A novel prediction approach for antimalarial activities of Trimethoprim, Pyrimethamine, and Cycloguanil analogues using extremely randomized trees.

Malaria is still one of the most serious diseases in tropical regions. This is due in part to the high resistance against available drugs for the inhibition of parasites, Plasmodium, the cause of the disease. New potent compounds with high clinical utility are urgently needed. In this work, we created a novel model using a regression tree to study structure-activity relationships and predict the inhibition constant, K of three different antimalarial analogues (Trimethoprim, Pyrimethamine, and Cycloguanil) based on their molecular descriptors.

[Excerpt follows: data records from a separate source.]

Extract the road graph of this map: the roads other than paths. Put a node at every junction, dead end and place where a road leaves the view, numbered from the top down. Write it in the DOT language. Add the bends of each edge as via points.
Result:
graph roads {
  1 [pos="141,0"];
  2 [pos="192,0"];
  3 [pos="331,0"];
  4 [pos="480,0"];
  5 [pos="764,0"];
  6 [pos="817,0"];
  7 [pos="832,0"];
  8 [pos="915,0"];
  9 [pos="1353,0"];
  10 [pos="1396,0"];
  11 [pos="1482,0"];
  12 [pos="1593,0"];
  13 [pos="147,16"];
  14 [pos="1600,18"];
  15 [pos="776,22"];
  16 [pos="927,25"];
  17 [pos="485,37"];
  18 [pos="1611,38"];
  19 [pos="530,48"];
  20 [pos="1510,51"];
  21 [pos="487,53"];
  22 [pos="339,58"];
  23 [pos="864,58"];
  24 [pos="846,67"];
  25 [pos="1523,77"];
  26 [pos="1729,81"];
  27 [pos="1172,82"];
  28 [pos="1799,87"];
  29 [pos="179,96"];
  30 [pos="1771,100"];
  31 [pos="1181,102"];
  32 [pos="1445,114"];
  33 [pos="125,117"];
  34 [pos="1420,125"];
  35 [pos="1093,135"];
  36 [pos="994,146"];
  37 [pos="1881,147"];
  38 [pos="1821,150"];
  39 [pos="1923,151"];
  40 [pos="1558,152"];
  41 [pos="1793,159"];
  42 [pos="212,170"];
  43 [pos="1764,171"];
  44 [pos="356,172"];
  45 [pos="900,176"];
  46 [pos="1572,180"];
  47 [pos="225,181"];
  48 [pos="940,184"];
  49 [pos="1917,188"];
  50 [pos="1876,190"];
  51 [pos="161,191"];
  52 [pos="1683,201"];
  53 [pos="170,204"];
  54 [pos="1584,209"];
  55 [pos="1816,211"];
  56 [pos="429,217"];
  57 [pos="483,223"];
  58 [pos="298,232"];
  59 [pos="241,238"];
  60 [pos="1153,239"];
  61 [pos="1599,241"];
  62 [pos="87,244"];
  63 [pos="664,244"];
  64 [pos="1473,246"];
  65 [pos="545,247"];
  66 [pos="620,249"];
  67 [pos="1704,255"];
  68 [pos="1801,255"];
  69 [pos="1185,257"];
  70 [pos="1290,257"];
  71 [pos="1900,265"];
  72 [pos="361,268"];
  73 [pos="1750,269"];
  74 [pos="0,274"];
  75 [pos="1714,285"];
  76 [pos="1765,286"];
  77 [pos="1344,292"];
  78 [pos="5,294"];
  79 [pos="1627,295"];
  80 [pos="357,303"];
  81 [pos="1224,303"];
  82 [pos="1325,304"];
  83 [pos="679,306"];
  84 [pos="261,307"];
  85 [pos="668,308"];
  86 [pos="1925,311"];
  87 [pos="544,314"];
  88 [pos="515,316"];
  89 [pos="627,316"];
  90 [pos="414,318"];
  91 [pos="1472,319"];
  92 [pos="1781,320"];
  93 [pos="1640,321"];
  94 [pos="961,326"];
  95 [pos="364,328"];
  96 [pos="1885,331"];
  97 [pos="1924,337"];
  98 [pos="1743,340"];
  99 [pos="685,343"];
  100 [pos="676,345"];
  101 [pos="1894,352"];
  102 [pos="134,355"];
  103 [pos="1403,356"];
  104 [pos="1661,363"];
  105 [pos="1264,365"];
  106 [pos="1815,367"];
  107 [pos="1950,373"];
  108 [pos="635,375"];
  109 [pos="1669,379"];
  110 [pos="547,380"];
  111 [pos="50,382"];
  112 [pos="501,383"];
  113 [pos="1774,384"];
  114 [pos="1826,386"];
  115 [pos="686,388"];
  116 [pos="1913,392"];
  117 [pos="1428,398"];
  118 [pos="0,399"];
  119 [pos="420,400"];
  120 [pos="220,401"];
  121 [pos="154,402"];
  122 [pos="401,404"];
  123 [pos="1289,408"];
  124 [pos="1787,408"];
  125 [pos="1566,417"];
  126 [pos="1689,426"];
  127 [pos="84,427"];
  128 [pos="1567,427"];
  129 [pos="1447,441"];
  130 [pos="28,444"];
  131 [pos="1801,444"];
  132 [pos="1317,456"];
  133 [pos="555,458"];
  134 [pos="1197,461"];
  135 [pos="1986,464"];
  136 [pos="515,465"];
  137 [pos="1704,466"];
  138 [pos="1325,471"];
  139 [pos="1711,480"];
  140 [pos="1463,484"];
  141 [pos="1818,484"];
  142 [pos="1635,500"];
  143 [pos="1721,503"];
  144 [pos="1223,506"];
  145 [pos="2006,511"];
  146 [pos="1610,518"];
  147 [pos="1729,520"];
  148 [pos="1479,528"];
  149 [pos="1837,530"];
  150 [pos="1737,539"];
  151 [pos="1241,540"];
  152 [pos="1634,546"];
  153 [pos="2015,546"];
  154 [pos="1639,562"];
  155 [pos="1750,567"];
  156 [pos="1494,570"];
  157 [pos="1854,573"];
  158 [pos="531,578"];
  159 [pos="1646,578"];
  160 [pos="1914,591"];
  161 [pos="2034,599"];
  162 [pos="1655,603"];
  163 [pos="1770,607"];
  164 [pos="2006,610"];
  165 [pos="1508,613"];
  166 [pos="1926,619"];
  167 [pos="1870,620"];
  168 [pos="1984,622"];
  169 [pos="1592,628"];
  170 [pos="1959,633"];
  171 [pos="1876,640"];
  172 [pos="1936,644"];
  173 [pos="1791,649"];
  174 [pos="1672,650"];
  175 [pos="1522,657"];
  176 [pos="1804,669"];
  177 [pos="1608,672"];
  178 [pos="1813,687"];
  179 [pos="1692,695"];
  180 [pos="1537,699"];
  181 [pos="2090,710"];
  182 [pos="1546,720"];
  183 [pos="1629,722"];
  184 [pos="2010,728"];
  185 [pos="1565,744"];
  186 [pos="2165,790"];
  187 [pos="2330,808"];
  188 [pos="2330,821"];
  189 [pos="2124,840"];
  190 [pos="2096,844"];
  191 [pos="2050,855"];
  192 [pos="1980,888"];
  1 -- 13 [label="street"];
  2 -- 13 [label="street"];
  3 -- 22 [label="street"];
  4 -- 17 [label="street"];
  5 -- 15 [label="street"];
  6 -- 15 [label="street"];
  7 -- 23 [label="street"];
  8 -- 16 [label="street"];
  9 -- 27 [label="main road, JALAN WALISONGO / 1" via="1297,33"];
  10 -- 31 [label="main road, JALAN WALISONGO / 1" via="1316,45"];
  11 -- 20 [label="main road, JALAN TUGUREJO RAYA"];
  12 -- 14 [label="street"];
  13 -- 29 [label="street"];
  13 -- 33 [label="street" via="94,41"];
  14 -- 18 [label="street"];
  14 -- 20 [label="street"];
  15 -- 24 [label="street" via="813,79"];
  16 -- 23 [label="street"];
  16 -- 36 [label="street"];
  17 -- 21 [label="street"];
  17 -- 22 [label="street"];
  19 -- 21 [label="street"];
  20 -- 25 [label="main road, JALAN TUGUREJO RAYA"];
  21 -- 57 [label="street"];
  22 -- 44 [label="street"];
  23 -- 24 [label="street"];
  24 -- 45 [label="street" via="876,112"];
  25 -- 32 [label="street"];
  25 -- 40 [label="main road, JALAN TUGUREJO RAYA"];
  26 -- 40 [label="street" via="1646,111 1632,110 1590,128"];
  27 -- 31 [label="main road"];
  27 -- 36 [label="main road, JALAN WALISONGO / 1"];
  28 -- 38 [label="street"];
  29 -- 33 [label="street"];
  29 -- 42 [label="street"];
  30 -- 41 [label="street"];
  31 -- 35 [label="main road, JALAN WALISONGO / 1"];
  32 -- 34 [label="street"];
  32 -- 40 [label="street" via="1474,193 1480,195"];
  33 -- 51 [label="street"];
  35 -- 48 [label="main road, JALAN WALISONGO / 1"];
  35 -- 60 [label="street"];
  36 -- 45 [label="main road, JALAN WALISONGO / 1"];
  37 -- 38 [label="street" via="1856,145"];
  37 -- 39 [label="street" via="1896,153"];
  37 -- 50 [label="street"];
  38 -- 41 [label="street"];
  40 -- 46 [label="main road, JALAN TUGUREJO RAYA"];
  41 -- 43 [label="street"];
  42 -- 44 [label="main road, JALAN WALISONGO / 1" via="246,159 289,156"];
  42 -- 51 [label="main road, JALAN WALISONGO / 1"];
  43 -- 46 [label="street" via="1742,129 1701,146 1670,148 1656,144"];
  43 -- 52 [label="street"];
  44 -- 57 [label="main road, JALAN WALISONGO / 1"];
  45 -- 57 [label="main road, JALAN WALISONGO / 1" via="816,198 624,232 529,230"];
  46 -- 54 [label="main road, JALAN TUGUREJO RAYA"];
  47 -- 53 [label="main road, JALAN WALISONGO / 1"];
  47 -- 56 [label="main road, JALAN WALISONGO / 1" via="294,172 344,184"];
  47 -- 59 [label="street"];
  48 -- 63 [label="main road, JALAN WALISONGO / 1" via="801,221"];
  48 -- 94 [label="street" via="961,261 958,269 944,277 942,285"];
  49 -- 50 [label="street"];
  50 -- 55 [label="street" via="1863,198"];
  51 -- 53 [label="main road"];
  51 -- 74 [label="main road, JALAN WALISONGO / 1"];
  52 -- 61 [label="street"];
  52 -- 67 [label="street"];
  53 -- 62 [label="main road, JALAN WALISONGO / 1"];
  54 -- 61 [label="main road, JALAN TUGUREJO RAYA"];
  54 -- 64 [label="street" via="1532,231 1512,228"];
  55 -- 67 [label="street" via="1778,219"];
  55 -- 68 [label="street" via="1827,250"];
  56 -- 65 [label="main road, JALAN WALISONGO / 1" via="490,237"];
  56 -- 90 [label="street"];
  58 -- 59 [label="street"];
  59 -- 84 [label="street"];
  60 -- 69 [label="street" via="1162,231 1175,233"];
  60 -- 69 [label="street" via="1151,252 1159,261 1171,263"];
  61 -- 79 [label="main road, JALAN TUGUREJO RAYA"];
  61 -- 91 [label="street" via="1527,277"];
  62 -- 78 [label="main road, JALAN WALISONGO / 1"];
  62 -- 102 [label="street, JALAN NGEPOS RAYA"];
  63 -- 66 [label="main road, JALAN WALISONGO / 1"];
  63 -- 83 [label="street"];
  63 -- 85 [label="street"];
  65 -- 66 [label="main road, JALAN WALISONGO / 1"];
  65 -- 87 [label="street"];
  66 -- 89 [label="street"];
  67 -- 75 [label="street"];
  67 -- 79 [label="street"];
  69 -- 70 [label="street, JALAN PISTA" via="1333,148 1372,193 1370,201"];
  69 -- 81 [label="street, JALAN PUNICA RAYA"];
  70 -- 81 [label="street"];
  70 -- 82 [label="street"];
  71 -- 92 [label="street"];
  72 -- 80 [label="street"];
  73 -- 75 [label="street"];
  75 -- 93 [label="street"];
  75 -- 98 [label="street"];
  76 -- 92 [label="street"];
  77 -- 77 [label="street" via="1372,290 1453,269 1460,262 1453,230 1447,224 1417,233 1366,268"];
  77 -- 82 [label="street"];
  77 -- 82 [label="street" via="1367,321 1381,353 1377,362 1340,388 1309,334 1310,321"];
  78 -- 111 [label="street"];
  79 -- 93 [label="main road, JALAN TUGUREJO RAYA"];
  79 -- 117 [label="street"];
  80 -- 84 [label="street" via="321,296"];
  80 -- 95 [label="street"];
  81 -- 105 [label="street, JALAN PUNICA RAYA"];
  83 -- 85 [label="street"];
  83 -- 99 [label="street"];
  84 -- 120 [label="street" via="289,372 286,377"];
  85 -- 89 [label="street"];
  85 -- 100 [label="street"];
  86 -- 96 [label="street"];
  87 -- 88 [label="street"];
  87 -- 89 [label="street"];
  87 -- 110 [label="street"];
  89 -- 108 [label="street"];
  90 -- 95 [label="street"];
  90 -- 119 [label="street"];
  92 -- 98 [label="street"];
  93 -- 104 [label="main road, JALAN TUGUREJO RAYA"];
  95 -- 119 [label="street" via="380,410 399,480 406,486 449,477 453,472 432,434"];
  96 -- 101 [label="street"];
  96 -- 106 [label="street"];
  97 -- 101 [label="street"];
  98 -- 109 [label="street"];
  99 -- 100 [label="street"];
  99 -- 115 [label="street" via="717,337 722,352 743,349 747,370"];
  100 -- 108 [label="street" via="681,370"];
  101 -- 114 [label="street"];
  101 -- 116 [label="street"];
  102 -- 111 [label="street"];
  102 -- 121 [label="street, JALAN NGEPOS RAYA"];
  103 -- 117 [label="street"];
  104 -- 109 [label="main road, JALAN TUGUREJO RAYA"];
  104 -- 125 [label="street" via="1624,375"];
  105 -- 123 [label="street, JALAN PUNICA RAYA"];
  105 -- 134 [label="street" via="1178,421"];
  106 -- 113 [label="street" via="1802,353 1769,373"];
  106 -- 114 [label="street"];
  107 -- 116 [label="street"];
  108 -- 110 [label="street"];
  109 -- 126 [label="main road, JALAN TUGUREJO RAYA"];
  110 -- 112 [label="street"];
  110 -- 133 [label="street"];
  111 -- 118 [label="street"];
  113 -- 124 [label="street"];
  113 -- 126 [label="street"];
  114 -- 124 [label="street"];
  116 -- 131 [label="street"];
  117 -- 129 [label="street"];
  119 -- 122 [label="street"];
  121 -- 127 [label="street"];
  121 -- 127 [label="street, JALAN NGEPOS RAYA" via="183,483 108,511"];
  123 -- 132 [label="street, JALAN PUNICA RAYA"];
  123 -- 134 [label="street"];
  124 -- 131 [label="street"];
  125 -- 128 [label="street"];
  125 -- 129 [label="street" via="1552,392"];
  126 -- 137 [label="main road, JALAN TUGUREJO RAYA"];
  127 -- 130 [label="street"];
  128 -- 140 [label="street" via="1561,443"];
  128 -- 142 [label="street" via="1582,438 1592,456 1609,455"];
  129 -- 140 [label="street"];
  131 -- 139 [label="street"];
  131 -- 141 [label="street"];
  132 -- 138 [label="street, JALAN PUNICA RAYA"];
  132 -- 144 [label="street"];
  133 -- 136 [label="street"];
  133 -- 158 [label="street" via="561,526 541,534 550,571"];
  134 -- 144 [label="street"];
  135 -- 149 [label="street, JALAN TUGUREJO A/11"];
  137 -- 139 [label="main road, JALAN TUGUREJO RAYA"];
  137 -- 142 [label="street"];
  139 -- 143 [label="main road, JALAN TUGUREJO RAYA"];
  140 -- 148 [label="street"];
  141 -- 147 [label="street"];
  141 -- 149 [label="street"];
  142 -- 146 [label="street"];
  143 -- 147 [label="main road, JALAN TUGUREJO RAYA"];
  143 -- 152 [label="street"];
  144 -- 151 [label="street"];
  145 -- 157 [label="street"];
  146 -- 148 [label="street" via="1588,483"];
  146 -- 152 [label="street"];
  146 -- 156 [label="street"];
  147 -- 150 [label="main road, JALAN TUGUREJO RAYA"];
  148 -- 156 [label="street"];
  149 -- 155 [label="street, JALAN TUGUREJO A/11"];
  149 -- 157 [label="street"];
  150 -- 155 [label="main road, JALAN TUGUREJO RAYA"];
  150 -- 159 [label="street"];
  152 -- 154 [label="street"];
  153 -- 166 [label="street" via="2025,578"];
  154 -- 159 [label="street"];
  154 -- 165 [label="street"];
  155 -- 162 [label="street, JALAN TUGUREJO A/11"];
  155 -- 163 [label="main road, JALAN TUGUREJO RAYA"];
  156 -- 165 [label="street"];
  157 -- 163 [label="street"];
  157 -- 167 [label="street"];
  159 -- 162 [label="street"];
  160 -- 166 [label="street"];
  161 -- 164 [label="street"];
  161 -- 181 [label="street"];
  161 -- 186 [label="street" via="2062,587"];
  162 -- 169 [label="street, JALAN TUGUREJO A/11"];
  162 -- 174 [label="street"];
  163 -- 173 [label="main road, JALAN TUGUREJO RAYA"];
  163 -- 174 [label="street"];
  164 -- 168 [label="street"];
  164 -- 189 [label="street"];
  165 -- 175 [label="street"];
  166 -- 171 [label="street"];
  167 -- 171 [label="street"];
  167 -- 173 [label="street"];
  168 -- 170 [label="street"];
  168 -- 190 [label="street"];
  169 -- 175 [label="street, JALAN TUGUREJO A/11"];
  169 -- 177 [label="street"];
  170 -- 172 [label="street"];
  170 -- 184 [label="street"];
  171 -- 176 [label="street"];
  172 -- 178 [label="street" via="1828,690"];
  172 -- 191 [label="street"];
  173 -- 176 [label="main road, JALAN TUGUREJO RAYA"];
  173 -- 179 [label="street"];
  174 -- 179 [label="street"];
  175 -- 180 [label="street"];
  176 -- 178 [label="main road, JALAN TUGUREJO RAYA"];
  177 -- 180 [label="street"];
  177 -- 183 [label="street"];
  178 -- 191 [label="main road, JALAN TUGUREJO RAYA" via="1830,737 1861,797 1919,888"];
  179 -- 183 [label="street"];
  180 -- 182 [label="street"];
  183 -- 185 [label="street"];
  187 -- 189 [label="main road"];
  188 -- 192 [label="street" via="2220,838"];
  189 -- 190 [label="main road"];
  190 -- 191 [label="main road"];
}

To the best of our knowledge, this work is the first attempt to study the structure-activity relationships of all three analogues combined. The most relevant descriptors and appropriate parameters of the regression tree are harvested using extremely randomized trees. These descriptors are water accessible surface area, Log of the aqueous solubility, total hydrophobic van der Waals surface area, and molecular refractivity. Out of all possible combinations of these selected parameters and descriptors, the tree with the strongest coefficient of determination is selected to be our prediction model. Predicted K values from the proposed model show a strong coefficient of determination, R=0.996, to experimental K values. From the structure of the regression tree, compounds with high accessible surface area of all hydrophobic atoms (ASA_H) and low aqueous solubility of inhibitors (Log S) generally possess low K values. Our prediction model can also be utilized as a screening test for new antimalarial drug compounds which may reduce the time and expenses for new drug development. New compounds with high predicted K should be excluded from further drug development. It is also our inference that a threshold of ASA_H greater than 575.80 and Log S less than or equal to -4.36 is a sufficient condition for a new compound to possess a low K.